*What you have to do*:
From the first line through the last, transcribe the listing word for word.

——

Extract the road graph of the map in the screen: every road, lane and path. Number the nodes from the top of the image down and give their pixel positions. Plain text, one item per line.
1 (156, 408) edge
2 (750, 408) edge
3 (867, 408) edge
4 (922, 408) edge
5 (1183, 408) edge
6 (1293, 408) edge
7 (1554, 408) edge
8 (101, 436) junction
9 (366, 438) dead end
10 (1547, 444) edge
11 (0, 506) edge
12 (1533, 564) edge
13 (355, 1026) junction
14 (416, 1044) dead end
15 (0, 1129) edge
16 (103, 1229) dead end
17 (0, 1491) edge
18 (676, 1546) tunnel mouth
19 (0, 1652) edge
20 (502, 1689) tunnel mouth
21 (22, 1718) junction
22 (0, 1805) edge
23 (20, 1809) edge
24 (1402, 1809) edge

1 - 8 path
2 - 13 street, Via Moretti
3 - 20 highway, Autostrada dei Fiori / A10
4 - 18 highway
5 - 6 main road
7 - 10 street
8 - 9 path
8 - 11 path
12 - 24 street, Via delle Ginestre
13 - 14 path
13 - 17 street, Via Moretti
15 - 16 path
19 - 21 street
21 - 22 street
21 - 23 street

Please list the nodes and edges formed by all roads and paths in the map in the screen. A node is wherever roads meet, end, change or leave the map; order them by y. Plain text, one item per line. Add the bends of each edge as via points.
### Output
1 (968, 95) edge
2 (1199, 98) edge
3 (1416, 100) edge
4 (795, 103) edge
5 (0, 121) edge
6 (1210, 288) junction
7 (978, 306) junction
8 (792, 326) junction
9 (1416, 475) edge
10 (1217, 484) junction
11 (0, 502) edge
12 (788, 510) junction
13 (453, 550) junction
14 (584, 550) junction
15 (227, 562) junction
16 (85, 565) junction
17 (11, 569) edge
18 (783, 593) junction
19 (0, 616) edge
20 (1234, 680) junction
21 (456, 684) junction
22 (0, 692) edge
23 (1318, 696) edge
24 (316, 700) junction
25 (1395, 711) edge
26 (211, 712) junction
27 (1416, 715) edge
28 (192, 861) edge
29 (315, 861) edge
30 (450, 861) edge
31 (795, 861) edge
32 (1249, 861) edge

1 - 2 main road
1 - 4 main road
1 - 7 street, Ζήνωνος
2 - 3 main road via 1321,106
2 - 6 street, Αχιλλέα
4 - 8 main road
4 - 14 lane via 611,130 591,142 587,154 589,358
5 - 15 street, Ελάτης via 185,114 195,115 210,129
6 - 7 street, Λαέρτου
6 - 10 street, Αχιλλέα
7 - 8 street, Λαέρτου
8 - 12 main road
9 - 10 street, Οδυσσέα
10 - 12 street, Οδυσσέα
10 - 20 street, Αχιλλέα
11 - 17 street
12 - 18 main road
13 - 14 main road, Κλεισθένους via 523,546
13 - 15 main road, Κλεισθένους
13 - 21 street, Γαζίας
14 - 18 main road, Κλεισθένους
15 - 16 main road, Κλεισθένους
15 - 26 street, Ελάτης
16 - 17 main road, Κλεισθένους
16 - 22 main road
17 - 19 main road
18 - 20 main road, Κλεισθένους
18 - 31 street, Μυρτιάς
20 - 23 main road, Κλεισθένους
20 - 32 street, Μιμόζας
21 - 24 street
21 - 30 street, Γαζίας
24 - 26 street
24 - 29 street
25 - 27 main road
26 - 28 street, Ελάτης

——

*Task output*:
Extract the road graph of the map in the screen: every road, lane and path. Number the nodes from the top of the image down and give their pixel positions. Plain text, one item per line.
1 (156, 408) edge
2 (750, 408) edge
3 (867, 408) edge
4 (922, 408) edge
5 (1183, 408) edge
6 (1293, 408) edge
7 (1554, 408) edge
8 (101, 436) junction
9 (366, 438) dead end
10 (1547, 444) edge
11 (0, 506) edge
12 (1533, 564) edge
13 (355, 1026) junction
14 (416, 1044) dead end
15 (0, 1129) edge
16 (103, 1229) dead end
17 (0, 1491) edge
18 (676, 1546) tunnel mouth
19 (0, 1652) edge
20 (502, 1689) tunnel mouth
21 (22, 1718) junction
22 (0, 1805) edge
23 (20, 1809) edge
24 (1402, 1809) edge

1 - 8 path
2 - 13 street, Via Moretti
3 - 20 highway, Autostrada dei Fiori / A10
4 - 18 highway
5 - 6 main road
7 - 10 street
8 - 9 path
8 - 11 path
12 - 24 street, Via delle Ginestre
13 - 14 path
13 - 17 street, Via Moretti
15 - 16 path
19 - 21 street
21 - 22 street
21 - 23 street

Please list the nodes and edges formed by all roads and paths in the map in the screen. A node is wherever roads meet, end, change or leave the map; order them by y. Plain text, one item per line. Add the bends of each edge as via points.
### Output
1 (968, 95) edge
2 (1199, 98) edge
3 (1416, 100) edge
4 (795, 103) edge
5 (0, 121) edge
6 (1210, 288) junction
7 (978, 306) junction
8 (792, 326) junction
9 (1416, 475) edge
10 (1217, 484) junction
11 (0, 502) edge
12 (788, 510) junction
13 (453, 550) junction
14 (584, 550) junction
15 (227, 562) junction
16 (85, 565) junction
17 (11, 569) edge
18 (783, 593) junction
19 (0, 616) edge
20 (1234, 680) junction
21 (456, 684) junction
22 (0, 692) edge
23 (1318, 696) edge
24 (316, 700) junction
25 (1395, 711) edge
26 (211, 712) junction
27 (1416, 715) edge
28 (192, 861) edge
29 (315, 861) edge
30 (450, 861) edge
31 (795, 861) edge
32 (1249, 861) edge

1 - 2 main road
1 - 4 main road
1 - 7 street, Ζήνωνος
2 - 3 main road via 1321,106
2 - 6 street, Αχιλλέα
4 - 8 main road
4 - 14 lane via 611,130 591,142 587,154 589,358
5 - 15 street, Ελάτης via 185,114 195,115 210,129
6 - 7 street, Λαέρτου
6 - 10 street, Αχιλλέα
7 - 8 street, Λαέρτου
8 - 12 main road
9 - 10 street, Οδυσσέα
10 - 12 street, Οδυσσέα
10 - 20 street, Αχιλλέα
11 - 17 street
12 - 18 main road
13 - 14 main road, Κλεισθένους via 523,546
13 - 15 main road, Κλεισθένους
13 - 21 street, Γαζίας
14 - 18 main road, Κλεισθένους
15 - 16 main road, Κλεισθένους
15 - 26 street, Ελάτης
16 - 17 main road, Κλεισθένους
16 - 22 main road
17 - 19 main road
18 - 20 main road, Κλεισθένους
18 - 31 street, Μυρτιάς
20 - 23 main road, Κλεισθένους
20 - 32 street, Μιμόζας
21 - 24 street
21 - 30 street, Γαζίας
24 - 26 street
24 - 29 street
25 - 27 main road
26 - 28 street, Ελάτης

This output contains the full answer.